== What is required ==
In your copy, leave out the pictures; write out all the data exactly.
(Task input)
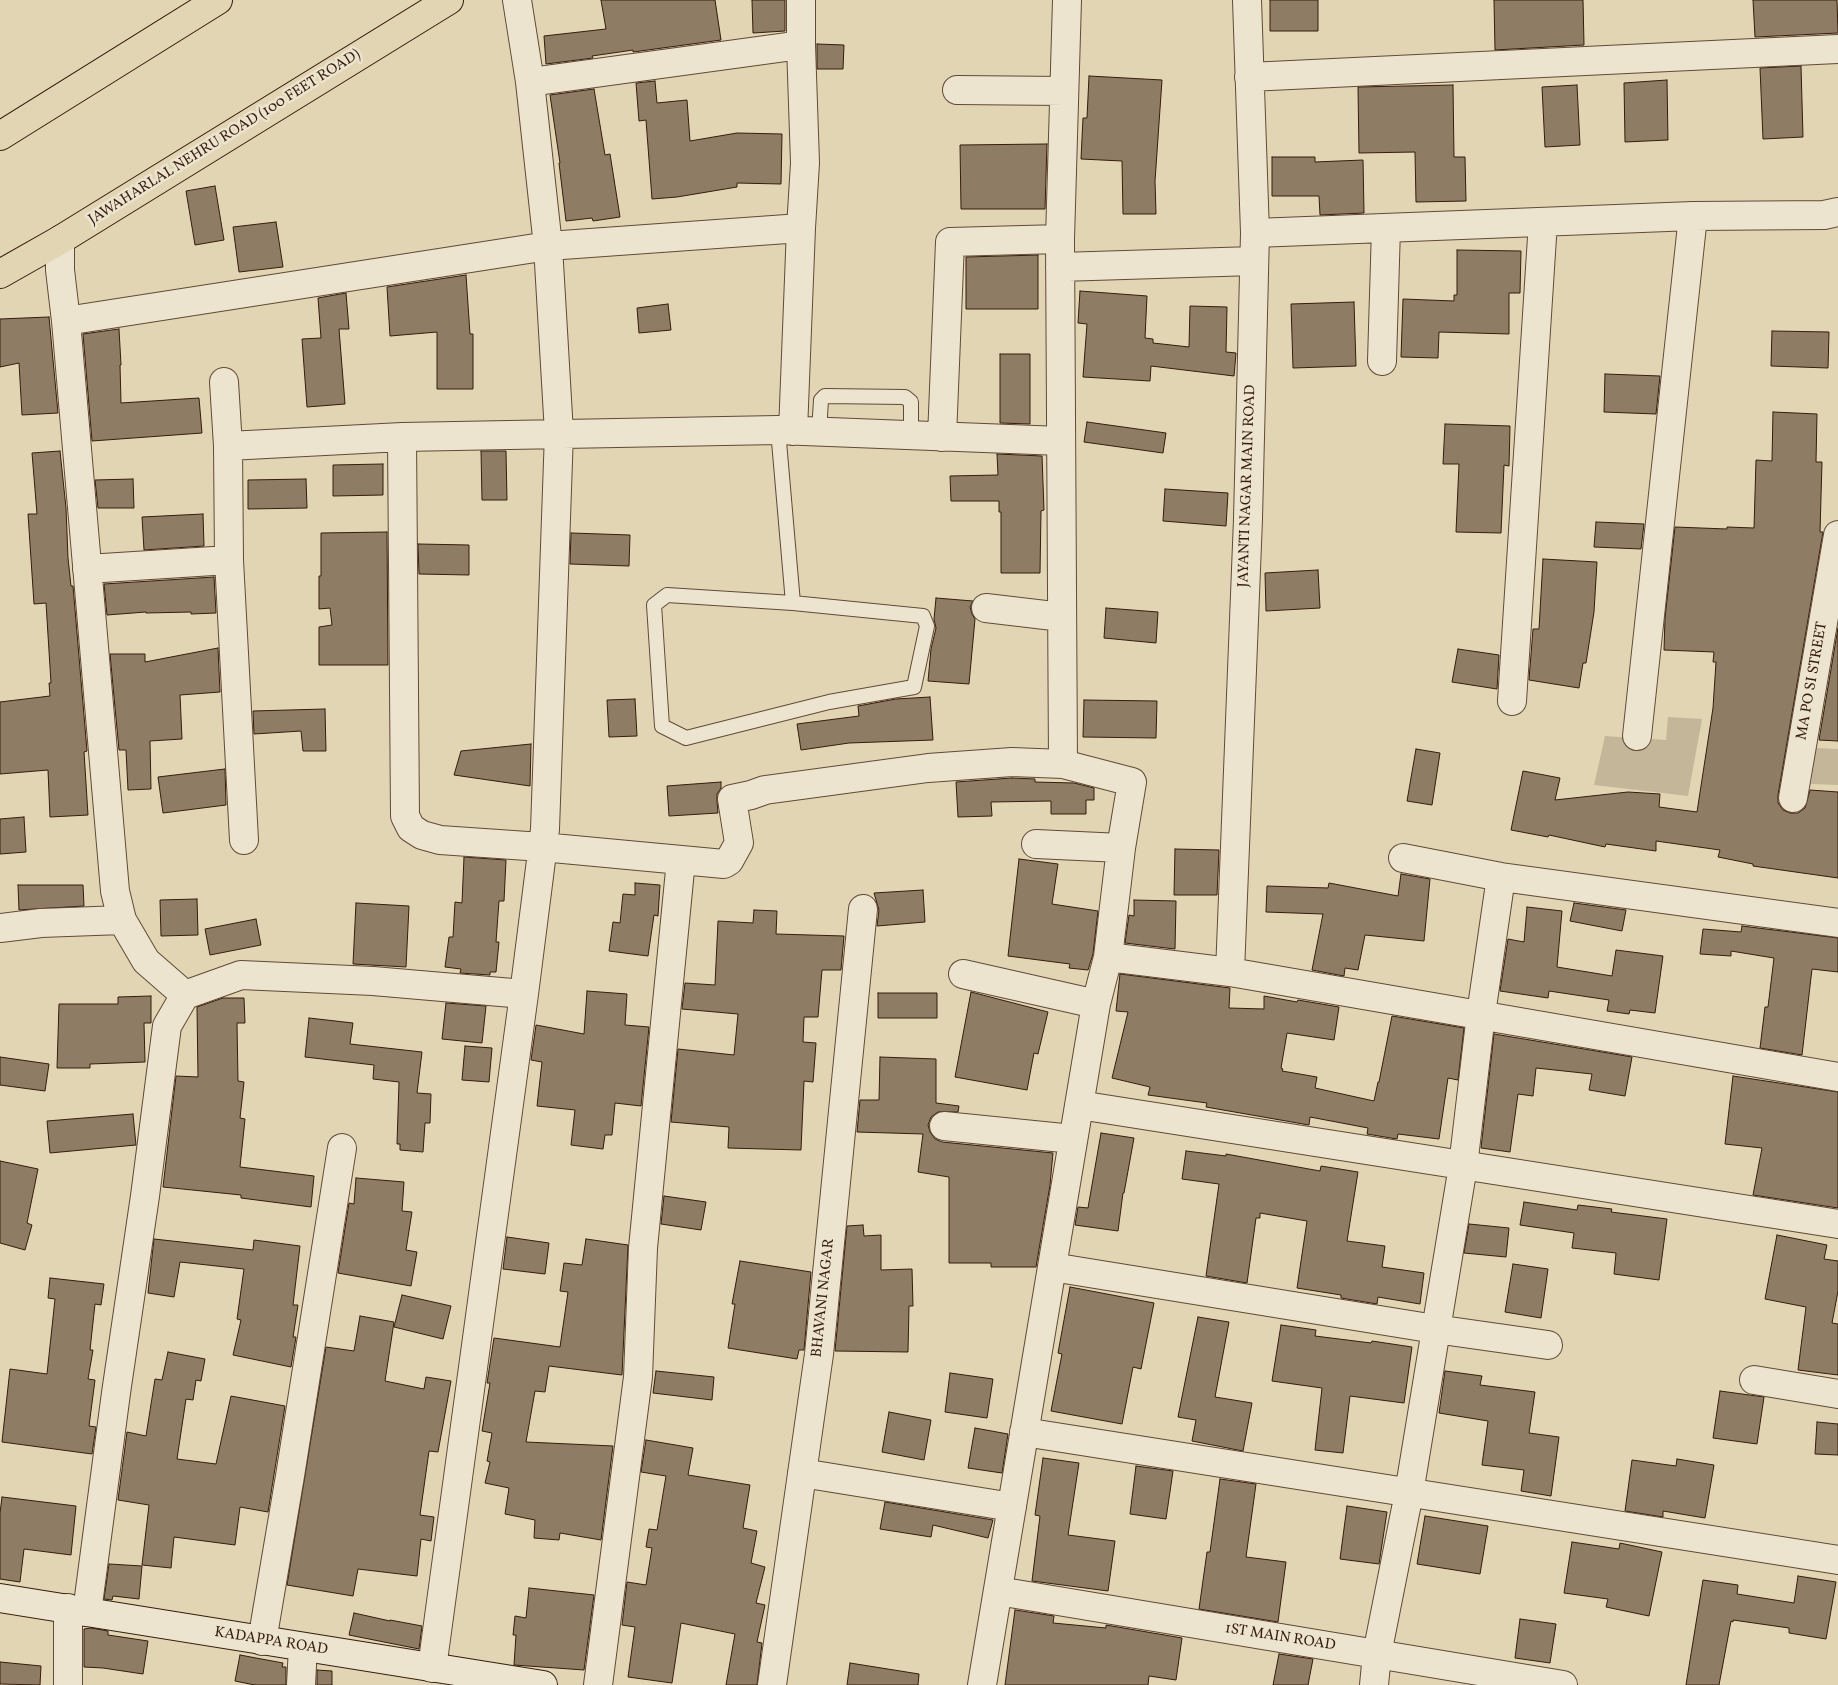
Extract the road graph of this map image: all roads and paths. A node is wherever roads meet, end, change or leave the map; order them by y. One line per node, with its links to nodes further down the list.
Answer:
1 (218, 0): 13 (main road)
2 (450, 0): 21 (main road, JAWAHARLAL NEHRU ROAD (100 FEET ROAD))
3 (517, 0): 10 (street)
4 (801, 0): 7 (street)
5 (1067, 0): 12 (street)
6 (1247, 0): 9 (street, JAYANTI NAGAR MAIN ROAD)
7 (801, 45): 10 (street); 17 (street)
8 (1838, 48): 9 (street)
9 (1248, 76): 19 (street, JAYANTI NAGAR MAIN ROAD)
10 (530, 82): 22 (street)
11 (957, 90): 12 (street)
12 (1064, 91): 20 (street)
13 (0, 136)
14 (1838, 212): 15 (street)
15 (1693, 216): 16 (street); 44 (street)
16 (1543, 222): 18 (street); 43 (street)
17 (801, 228): 22 (street); 29 (street)
18 (1386, 228): 19 (street); 27 (street)
19 (1255, 233): 23 (street, JAYANTI NAGAR MAIN ROAD)
20 (1060, 239): 24 (street); 33 (street)
21 (60, 240): 25 (main road, JAWAHARLAL NEHRU ROAD (100 FEET ROAD)); 26 (street)
22 (548, 246): 26 (street); 30 (street)
23 (1254, 260): 24 (street); 59 (street, JAYANTI NAGAR MAIN ROAD)
24 (1060, 267): 34 (street)
25 (0, 274)
26 (66, 321): 39 (street)
27 (1382, 361)
28 (224, 382): 35 (street)
29 (797, 431): 30 (street); 31 (street); 31 (lane); 40 (lane)
30 (559, 433): 32 (street); 49 (street)
31 (911, 435): 33 (street)
32 (402, 437): 35 (street); 49 (street)
33 (942, 437): 34 (street)
34 (1061, 441): 42 (street)
35 (228, 446): 38 (street)
36 (1838, 527): 37 (street, MA PO SI STREET)
37 (1838, 535): 46 (street, MA PO SI STREET)
38 (230, 560): 39 (street); 47 (street)
39 (87, 569): 55 (street)
40 (793, 603): 40 (lane)
41 (986, 608): 42 (street)
42 (1062, 618): 45 (street)
43 (1512, 701)
44 (1637, 736)
45 (1063, 764): 50 (street); 52 (street)
46 (1793, 798)
47 (244, 840)
48 (1036, 844): 50 (street)
49 (542, 847): 52 (street); 61 (street)
50 (1121, 848): 58 (street)
51 (1403, 858): 53 (street)
52 (680, 860): 92 (street)
53 (1501, 877): 56 (street); 64 (street)
54 (863, 909): 78 (street, BHAVANI NAGAR)
55 (122, 920): 57 (street); 62 (street)
56 (1838, 923)
57 (0, 928)
58 (1108, 957): 59 (street); 63 (street)
59 (1230, 972): 64 (street)
60 (963, 974): 63 (street)
61 (524, 994): 62 (street); 88 (street)
62 (185, 995): 84 (street)
63 (1096, 1004): 66 (street)
64 (1481, 1014): 65 (street); 70 (street)
65 (1838, 1077)
66 (1079, 1104): 68 (street); 70 (street)
67 (944, 1126): 68 (street)
68 (1073, 1139): 72 (street)
69 (342, 1148): 85 (street)
70 (1463, 1166): 71 (street); 73 (street)
71 (1838, 1224)
72 (1052, 1267): 73 (street); 77 (street)
73 (1435, 1329): 74 (street); 79 (street)
74 (1548, 1345)
75 (1754, 1380): 76 (street)
76 (1838, 1394)
77 (1024, 1432): 79 (street); 80 (street)
78 (802, 1473): 80 (street); 93 (street, BHAVANI NAGAR)
79 (1409, 1493): 81 (street); 87 (street)
80 (1012, 1507): 82 (street)
81 (1838, 1560)
82 (998, 1591): 87 (street, 1ST MAIN ROAD); 94 (street)
83 (0, 1598): 84 (street, KADAPPA ROAD)
84 (78, 1610): 85 (street, KADAPPA ROAD); 89 (street)
85 (262, 1641): 86 (street, KADAPPA ROAD)
86 (303, 1647): 88 (street, KADAPPA ROAD); 90 (street)
87 (1377, 1654): 95 (street); 96 (street, 1ST MAIN ROAD)
88 (432, 1668): 91 (street, KADAPPA ROAD)
89 (68, 1685)
90 (301, 1685)
91 (543, 1685)
92 (598, 1685)
93 (772, 1685)
94 (982, 1685)
95 (1374, 1685)
96 (1563, 1685)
(End Task input)
== Exercise response ==
Extract the road graph of this map image: all roads and paths. A node is wherever roads meet, end, change or leave the map; order them by y. One line per node, with its links to nodes further down the list.
Answer:
1 (218, 0): 13 (main road)
2 (450, 0): 21 (main road, JAWAHARLAL NEHRU ROAD (100 FEET ROAD))
3 (517, 0): 10 (street)
4 (801, 0): 7 (street)
5 (1067, 0): 12 (street)
6 (1247, 0): 9 (street, JAYANTI NAGAR MAIN ROAD)
7 (801, 45): 10 (street); 17 (street)
8 (1838, 48): 9 (street)
9 (1248, 76): 19 (street, JAYANTI NAGAR MAIN ROAD)
10 (530, 82): 22 (street)
11 (957, 90): 12 (street)
12 (1064, 91): 20 (street)
13 (0, 136)
14 (1838, 212): 15 (street)
15 (1693, 216): 16 (street); 44 (street)
16 (1543, 222): 18 (street); 43 (street)
17 (801, 228): 22 (street); 29 (street)
18 (1386, 228): 19 (street); 27 (street)
19 (1255, 233): 23 (street, JAYANTI NAGAR MAIN ROAD)
20 (1060, 239): 24 (street); 33 (street)
21 (60, 240): 25 (main road, JAWAHARLAL NEHRU ROAD (100 FEET ROAD)); 26 (street)
22 (548, 246): 26 (street); 30 (street)
23 (1254, 260): 24 (street); 59 (street, JAYANTI NAGAR MAIN ROAD)
24 (1060, 267): 34 (street)
25 (0, 274)
26 (66, 321): 39 (street)
27 (1382, 361)
28 (224, 382): 35 (street)
29 (797, 431): 30 (street); 31 (street); 31 (lane); 40 (lane)
30 (559, 433): 32 (street); 49 (street)
31 (911, 435): 33 (street)
32 (402, 437): 35 (street); 49 (street)
33 (942, 437): 34 (street)
34 (1061, 441): 42 (street)
35 (228, 446): 38 (street)
36 (1838, 527): 37 (street, MA PO SI STREET)
37 (1838, 535): 46 (street, MA PO SI STREET)
38 (230, 560): 39 (street); 47 (street)
39 (87, 569): 55 (street)
40 (793, 603): 40 (lane)
41 (986, 608): 42 (street)
42 (1062, 618): 45 (street)
43 (1512, 701)
44 (1637, 736)
45 (1063, 764): 50 (street); 52 (street)
46 (1793, 798)
47 (244, 840)
48 (1036, 844): 50 (street)
49 (542, 847): 52 (street); 61 (street)
50 (1121, 848): 58 (street)
51 (1403, 858): 53 (street)
52 (680, 860): 92 (street)
53 (1501, 877): 56 (street); 64 (street)
54 (863, 909): 78 (street, BHAVANI NAGAR)
55 (122, 920): 57 (street); 62 (street)
56 (1838, 923)
57 (0, 928)
58 (1108, 957): 59 (street); 63 (street)
59 (1230, 972): 64 (street)
60 (963, 974): 63 (street)
61 (524, 994): 62 (street); 88 (street)
62 (185, 995): 84 (street)
63 (1096, 1004): 66 (street)
64 (1481, 1014): 65 (street); 70 (street)
65 (1838, 1077)
66 (1079, 1104): 68 (street); 70 (street)
67 (944, 1126): 68 (street)
68 (1073, 1139): 72 (street)
69 (342, 1148): 85 (street)
70 (1463, 1166): 71 (street); 73 (street)
71 (1838, 1224)
72 (1052, 1267): 73 (street); 77 (street)
73 (1435, 1329): 74 (street); 79 (street)
74 (1548, 1345)
75 (1754, 1380): 76 (street)
76 (1838, 1394)
77 (1024, 1432): 79 (street); 80 (street)
78 (802, 1473): 80 (street); 93 (street, BHAVANI NAGAR)
79 (1409, 1493): 81 (street); 87 (street)
80 (1012, 1507): 82 (street)
81 (1838, 1560)
82 (998, 1591): 87 (street, 1ST MAIN ROAD); 94 (street)
83 (0, 1598): 84 (street, KADAPPA ROAD)
84 (78, 1610): 85 (street, KADAPPA ROAD); 89 (street)
85 (262, 1641): 86 (street, KADAPPA ROAD)
86 (303, 1647): 88 (street, KADAPPA ROAD); 90 (street)
87 (1377, 1654): 95 (street); 96 (street, 1ST MAIN ROAD)
88 (432, 1668): 91 (street, KADAPPA ROAD)
89 (68, 1685)
90 (301, 1685)
91 (543, 1685)
92 (598, 1685)
93 (772, 1685)
94 (982, 1685)
95 (1374, 1685)
96 (1563, 1685)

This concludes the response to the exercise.